:: Provided data

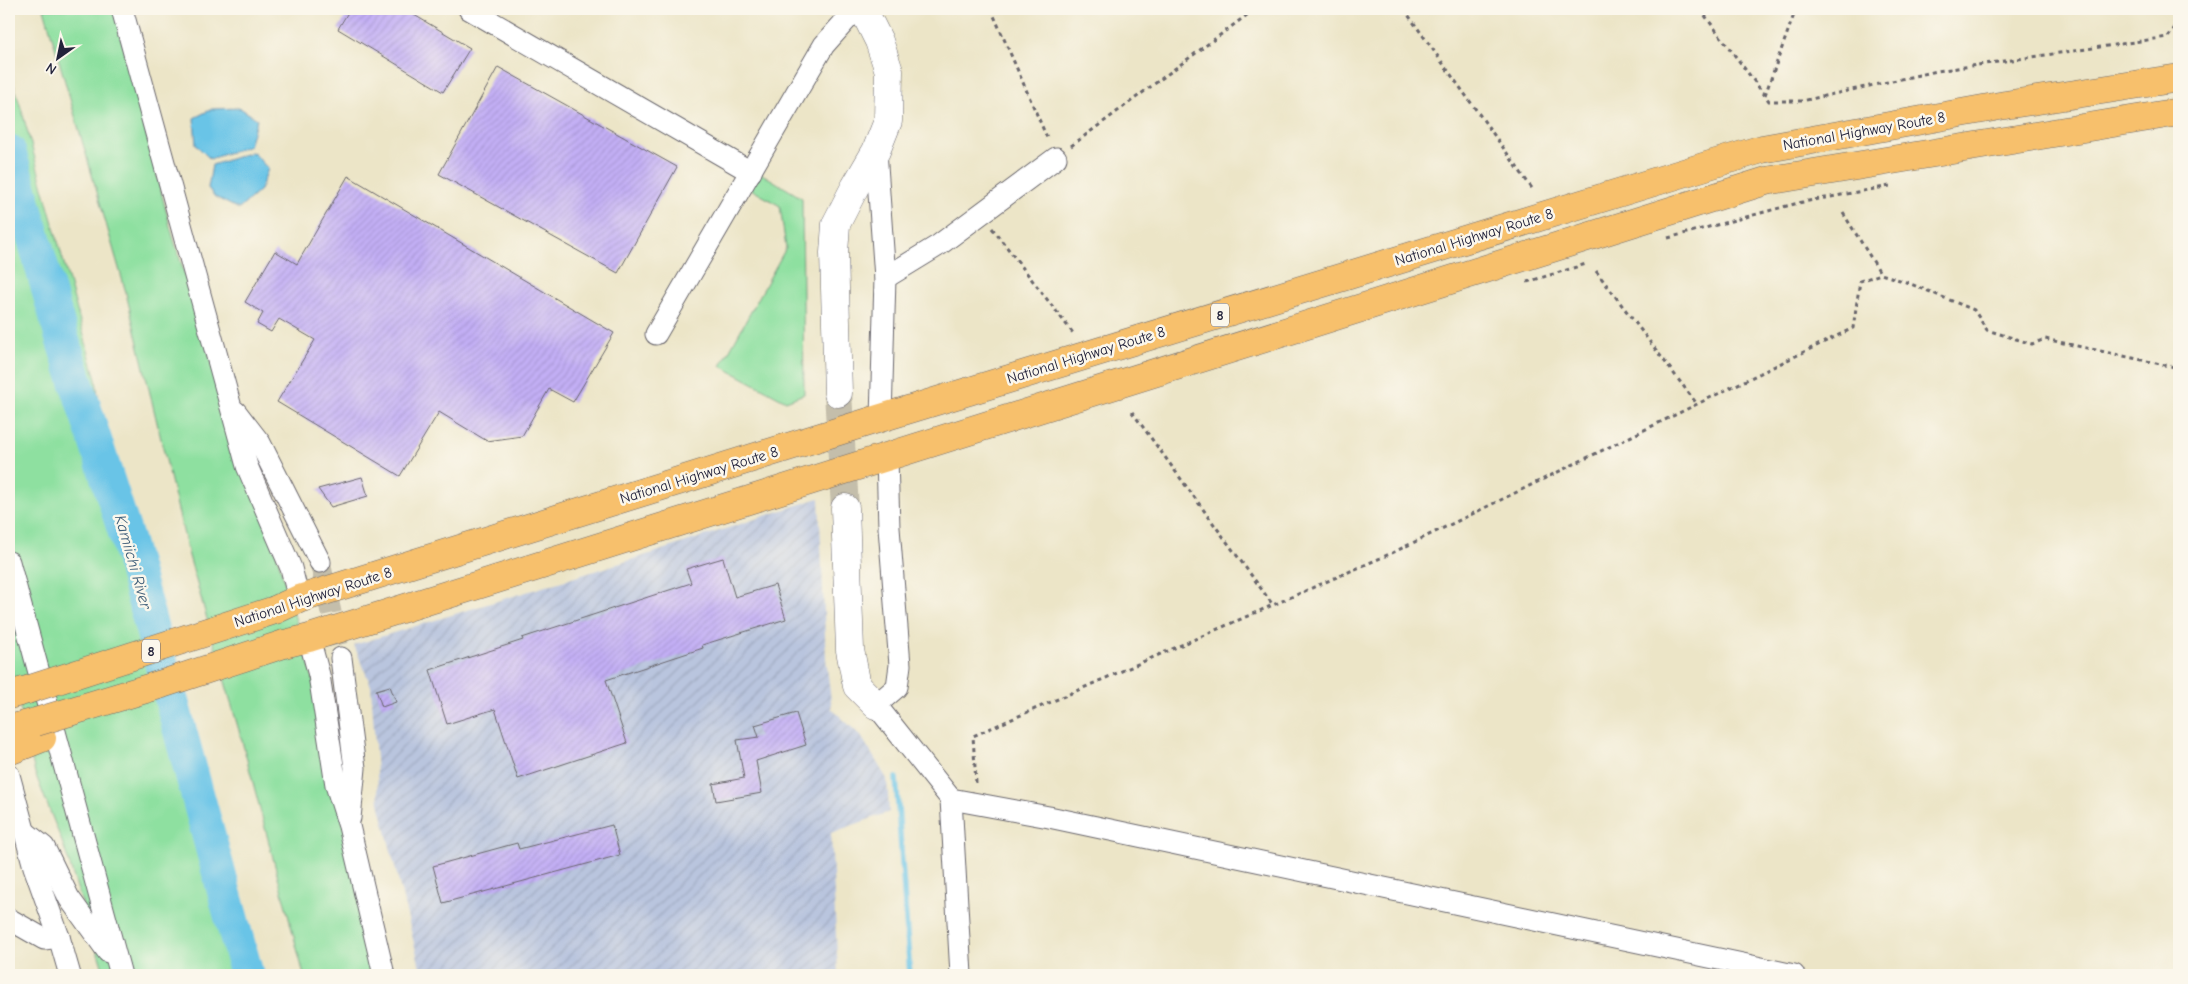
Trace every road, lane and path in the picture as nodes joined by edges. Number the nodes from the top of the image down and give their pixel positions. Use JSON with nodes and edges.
{"nodes":[{"id":1,"x":122,"y":9,"type":"edge"},
{"id":2,"x":469,"y":9,"type":"edge"},
{"id":3,"x":856,"y":9,"type":"edge"},
{"id":4,"x":863,"y":9,"type":"edge"},
{"id":5,"x":991,"y":9,"type":"edge"},
{"id":6,"x":1255,"y":9,"type":"edge"},
{"id":7,"x":1404,"y":9,"type":"edge"},
{"id":8,"x":1700,"y":9,"type":"edge"},
{"id":9,"x":1796,"y":9,"type":"edge"},
{"id":10,"x":2179,"y":22,"type":"edge"},
{"id":11,"x":2179,"y":78,"type":"edge"},
{"id":12,"x":1764,"y":95,"type":"junction"},
{"id":13,"x":2179,"y":112,"type":"edge"},
{"id":14,"x":876,"y":152,"type":"junction"},
{"id":15,"x":1056,"y":158,"type":"junction"},
{"id":16,"x":751,"y":172,"type":"junction"},
{"id":17,"x":1896,"y":185,"type":"dead end"},
{"id":18,"x":1534,"y":191,"type":"dead end"},
{"id":19,"x":1843,"y":213,"type":"dead end"},
{"id":20,"x":981,"y":214,"type":"junction"},
{"id":21,"x":1667,"y":238,"type":"dead end"},
{"id":22,"x":1589,"y":263,"type":"dead end"},
{"id":23,"x":1596,"y":272,"type":"dead end"},
{"id":24,"x":1881,"y":274,"type":"junction"},
{"id":25,"x":885,"y":278,"type":"junction"},
{"id":26,"x":1525,"y":283,"type":"dead end"},
{"id":27,"x":1073,"y":333,"type":"dead end"},
{"id":28,"x":656,"y":334,"type":"dead end"},
{"id":29,"x":2179,"y":368,"type":"edge"},
{"id":30,"x":838,"y":393,"type":"tunnel mouth"},
{"id":31,"x":230,"y":404,"type":"junction"},
{"id":32,"x":1697,"y":404,"type":"junction"},
{"id":33,"x":1132,"y":412,"type":"dead end"},
{"id":34,"x":881,"y":418,"type":"junction"},
{"id":35,"x":887,"y":457,"type":"junction"},
{"id":36,"x":845,"y":508,"type":"tunnel mouth"},
{"id":37,"x":9,"y":562,"type":"edge"},
{"id":38,"x":320,"y":562,"type":"tunnel mouth"},
{"id":39,"x":287,"y":605,"type":"junction"},
{"id":40,"x":1273,"y":605,"type":"junction"},
{"id":41,"x":297,"y":641,"type":"junction"},
{"id":42,"x":341,"y":658,"type":"tunnel mouth"},
{"id":43,"x":17,"y":685,"type":"edge"},
{"id":44,"x":876,"y":705,"type":"junction"},
{"id":45,"x":11,"y":739,"type":"edge"},
{"id":46,"x":10,"y":780,"type":"edge"},
{"id":47,"x":951,"y":799,"type":"junction"},
{"id":48,"x":977,"y":804,"type":"junction"},
{"id":49,"x":349,"y":826,"type":"junction"},
{"id":50,"x":25,"y":832,"type":"junction"},
{"id":51,"x":9,"y":918,"type":"edge"},
{"id":52,"x":59,"y":937,"type":"junction"},
{"id":53,"x":119,"y":970,"type":"edge"},
{"id":54,"x":70,"y":975,"type":"edge"},
{"id":55,"x":384,"y":975,"type":"edge"},
{"id":56,"x":960,"y":975,"type":"edge"},
{"id":57,"x":1794,"y":975,"type":"edge"}],
"edges":[{"from":1,"to":31,"type":"street"},
{"from":2,"to":16,"type":"street"},
{"from":3,"to":16,"type":"street"},
{"from":4,"to":14,"type":"street"},
{"from":5,"to":15,"type":"path"},
{"from":6,"to":15,"type":"path"},
{"from":7,"to":18,"type":"path"},
{"from":8,"to":12,"type":"path"},
{"from":9,"to":12,"type":"path"},
{"from":10,"to":12,"type":"path"},
{"from":11,"to":34,"type":"highway","name":"National Highway Route 8","number":"8"},
{"from":13,"to":35,"type":"highway","number":"8"},
{"from":14,"to":25,"type":"street"},
{"from":14,"to":30,"type":"street"},
{"from":15,"to":20,"type":"street"},
{"from":16,"to":28,"type":"street"},
{"from":17,"to":21,"type":"path"},
{"from":19,"to":24,"type":"path"},
{"from":20,"to":25,"type":"street"},
{"from":20,"to":27,"type":"path"},
{"from":22,"to":26,"type":"path"},
{"from":23,"to":32,"type":"path"},
{"from":24,"to":29,"type":"path"},
{"from":24,"to":32,"type":"path"},
{"from":25,"to":34,"type":"street"},
{"from":31,"to":38,"type":"street"},
{"from":31,"to":39,"type":"street"},
{"from":32,"to":40,"type":"path"},
{"from":33,"to":40,"type":"path"},
{"from":34,"to":39,"type":"highway","name":"National Highway Route 8","number":"8"},
{"from":35,"to":41,"type":"highway","number":"8"},
{"from":35,"to":44,"type":"street"},
{"from":36,"to":44,"type":"street"},
{"from":37,"to":53,"type":"street"},
{"from":39,"to":43,"type":"highway","name":"National Highway Route 8","number":"8","bridge":true},
{"from":40,"to":48,"type":"path"},
{"from":41,"to":45,"type":"highway","number":"8","bridge":true},
{"from":41,"to":49,"type":"street"},
{"from":42,"to":49,"type":"street"},
{"from":44,"to":47,"type":"street"},
{"from":46,"to":50,"type":"street"},
{"from":47,"to":48,"type":"street"},
{"from":47,"to":56,"type":"street"},
{"from":48,"to":57,"type":"street"},
{"from":49,"to":55,"type":"street"},
{"from":50,"to":52,"type":"street"},
{"from":50,"to":53,"type":"street"},
{"from":51,"to":52,"type":"street"},
{"from":52,"to":54,"type":"street"}]}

::::

**Task:** Your answer should be a single number: the count of lines in the listing that contain the word "nodes".

**Solution for this task:** 2